The Woodstock City Council met Tuesday to hear from Woodstock School District 200 students who have come up with an idea to reduce crashes at an intersection near the downtown area.
Two teams of high schoolers worked with the city’s Transportation Commission as part of a capstone engineering design and development course to address problems that Woodstock residents face on a regular basis.
One group presented a solution that could help reduce crashes at South Madison and East Calhoun streets near the railroad.
Woodstock students on that team included Ethan Patterson, Andrew Tillman, Kyle Troy, Devin Fox and Jackson Shumacher.
The railway that runs across East Calhoun Street is on a hill, which leads to low visibility for drivers. The intersection is at the bottom of the hill and contains a three-way stop, and drivers traveling west over the railway have the right of way and don’t need to stop.
The steep grade prevents drivers at the three-way stop from seeing whether a vehicle is traveling west over the hill toward the intersection.
There have been 45 crashes resulting in four injuries and 37 reports of property damage at the intersection over a five-year period, according to data provided by the city.

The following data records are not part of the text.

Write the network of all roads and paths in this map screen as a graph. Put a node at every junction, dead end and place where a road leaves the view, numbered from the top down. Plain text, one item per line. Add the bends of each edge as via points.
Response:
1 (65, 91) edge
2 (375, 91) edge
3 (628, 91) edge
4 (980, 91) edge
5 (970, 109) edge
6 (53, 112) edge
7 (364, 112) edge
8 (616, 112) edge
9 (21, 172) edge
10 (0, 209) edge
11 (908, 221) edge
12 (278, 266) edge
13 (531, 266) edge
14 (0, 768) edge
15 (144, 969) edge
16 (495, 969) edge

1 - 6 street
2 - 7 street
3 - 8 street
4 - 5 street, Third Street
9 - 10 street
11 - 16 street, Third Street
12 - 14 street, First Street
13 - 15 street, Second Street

A possible way to solve those problems is to install two signs at the intersection, angled so that drivers from each way can see them. The signs would flash lights when a vehicle was coming over the hill.

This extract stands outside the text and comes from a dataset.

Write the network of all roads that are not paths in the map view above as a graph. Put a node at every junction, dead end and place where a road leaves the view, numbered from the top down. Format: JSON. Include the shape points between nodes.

This would be accomplished using an induction loop system which uses an electric magnet to detect metal. Once metal is detected, the magnet would send an electric signal to the circuit which then would trigger the flashing lights. The signs would be solar-powered under the students’ plan.
The students also proposed a “dangerous intersection” sign so drivers without a stop sign know to slow down in case someone is going through the intersection.

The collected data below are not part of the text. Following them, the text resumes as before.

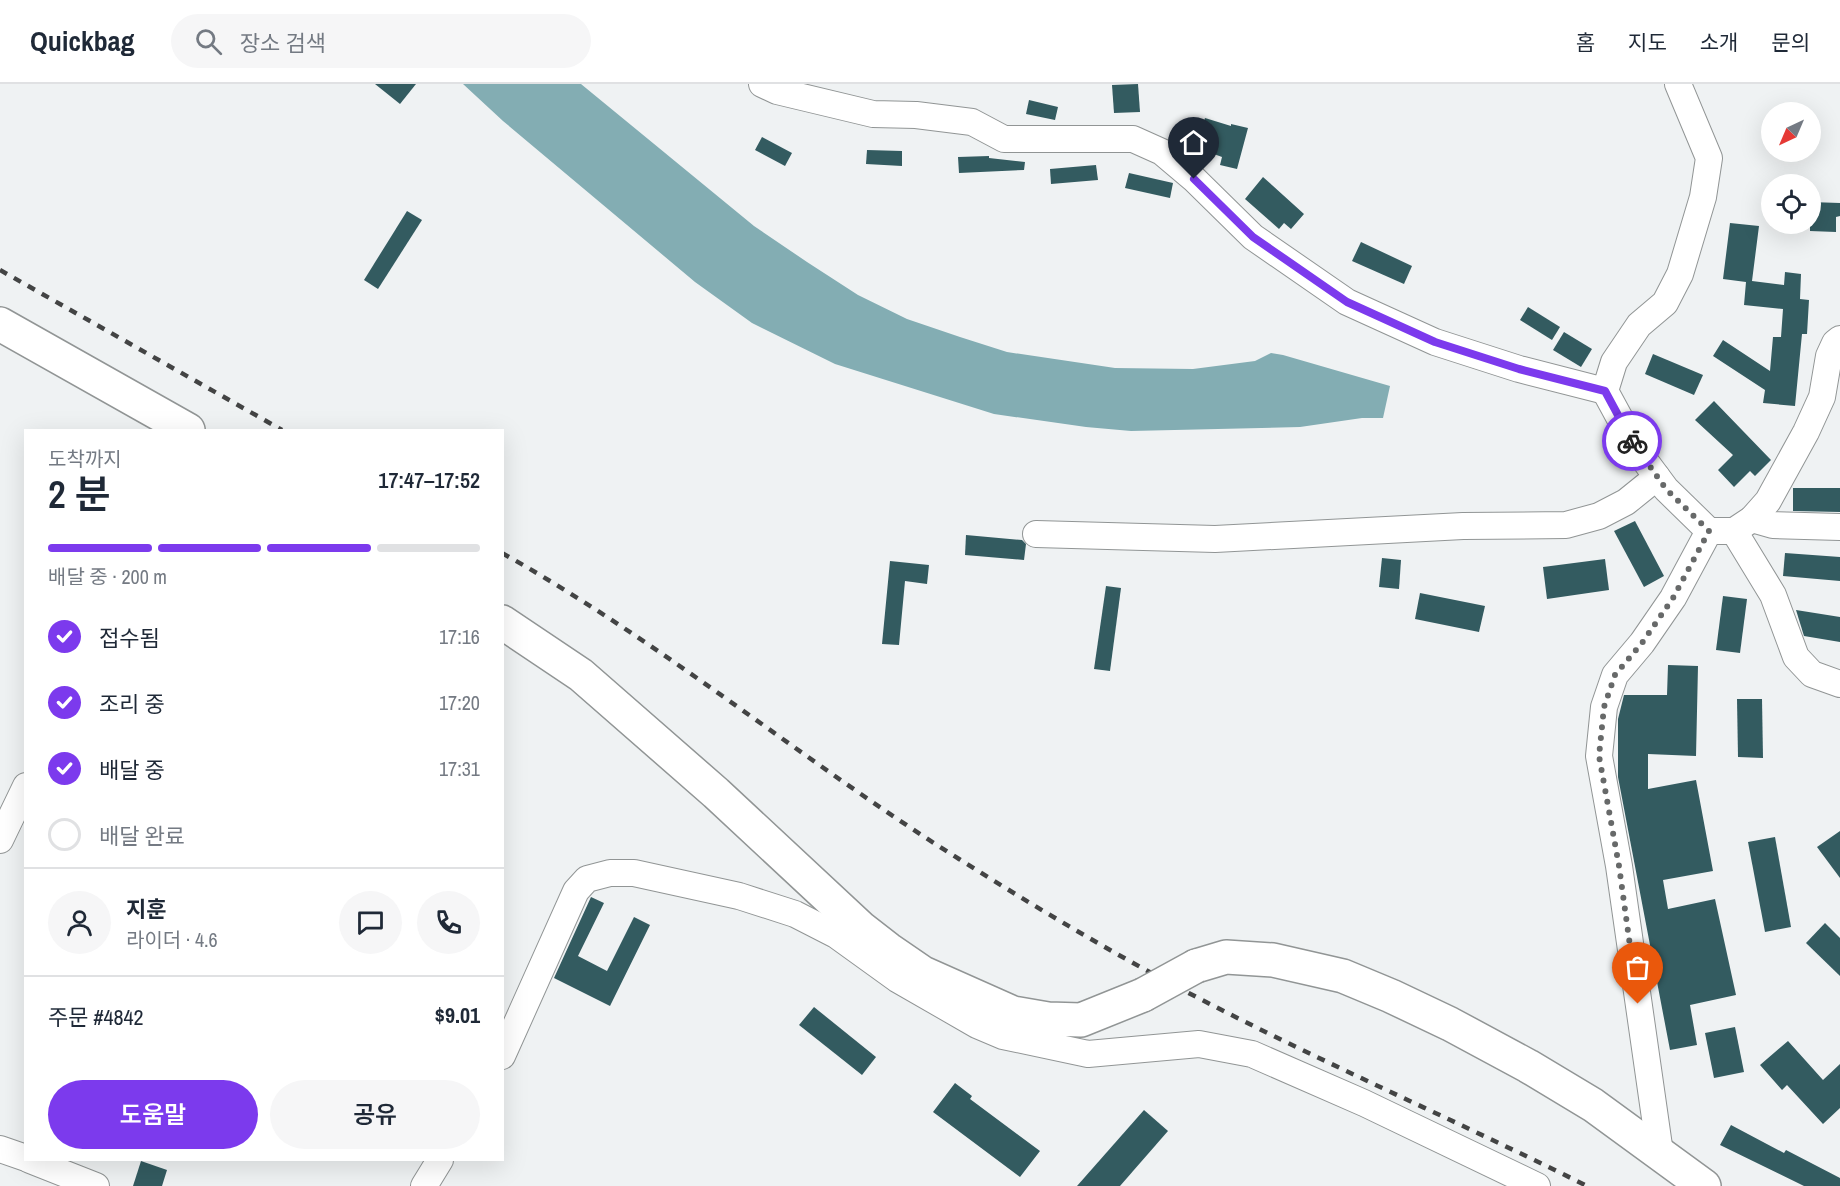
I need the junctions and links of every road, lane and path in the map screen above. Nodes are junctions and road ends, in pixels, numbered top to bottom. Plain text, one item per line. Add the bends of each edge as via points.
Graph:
1 (762, 84) edge
2 (1678, 84) edge
3 (0, 324) edge
4 (1840, 339) edge
5 (1605, 391) junction
6 (186, 429) edge
7 (1657, 477) junction
8 (1743, 525) junction
9 (1840, 527) edge
10 (1709, 531) junction
11 (1036, 534) dead end
12 (504, 623) edge
13 (1840, 684) edge
14 (24, 790) edge
15 (0, 840) edge
16 (1008, 1025) junction
17 (504, 1052) edge
18 (0, 1149) edge
19 (1660, 1153) junction
20 (24, 1157) edge
21 (33, 1161) edge
22 (439, 1161) edge
23 (96, 1186) edge
24 (424, 1186) edge
25 (1536, 1186) edge
26 (1704, 1186) edge

1 - 5 street via 873,114 972,122 1004,139 1133,139 1162,152 1253,237 1347,302 1435,342
2 - 5 street via 1709,158 1703,197 1680,274 1665,303 1639,325 1614,362
3 - 6 main road
4 - 8 street via 1829,356 1822,397 1806,432 1768,501
5 - 7 street via 1637,450
7 - 10 street
7 - 11 street via 1626,502 1599,516 1566,525 1463,526 1215,539
8 - 9 street
8 - 10 street
8 - 13 street via 1796,657 1812,674
10 - 19 street via 1673,598 1615,675 1604,707 1599,756 1619,866
12 - 16 main road via 581,675 888,950
14 - 15 street
16 - 17 street via 977,1025 897,979 836,935 795,914 661,878 610,873 587,879 576,891
16 - 19 main road, bridge via 1048,1019 1081,1020 1143,995 1196,966 1226,957 1273,960 1343,976 1450,1024 1593,1105
16 - 25 street via 1088,1054 1199,1044 1252,1054
18 - 20 street
19 - 26 main road
21 - 23 street
22 - 24 street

The estimated project cost is $23,630, which doesn’t include construction.
Council members said they were impressed with the plan.
“It blows me away what you guys are coming up with,” council member Darrin Flynn said. “I hope it comes to fruition.”
And it just might.
“I think we should take a look at this,” said council member Mike Turner. “I really do.”
The other team offered a solution to clogged storm sewer drains throughout Woodstock, which involved installing permeable concrete.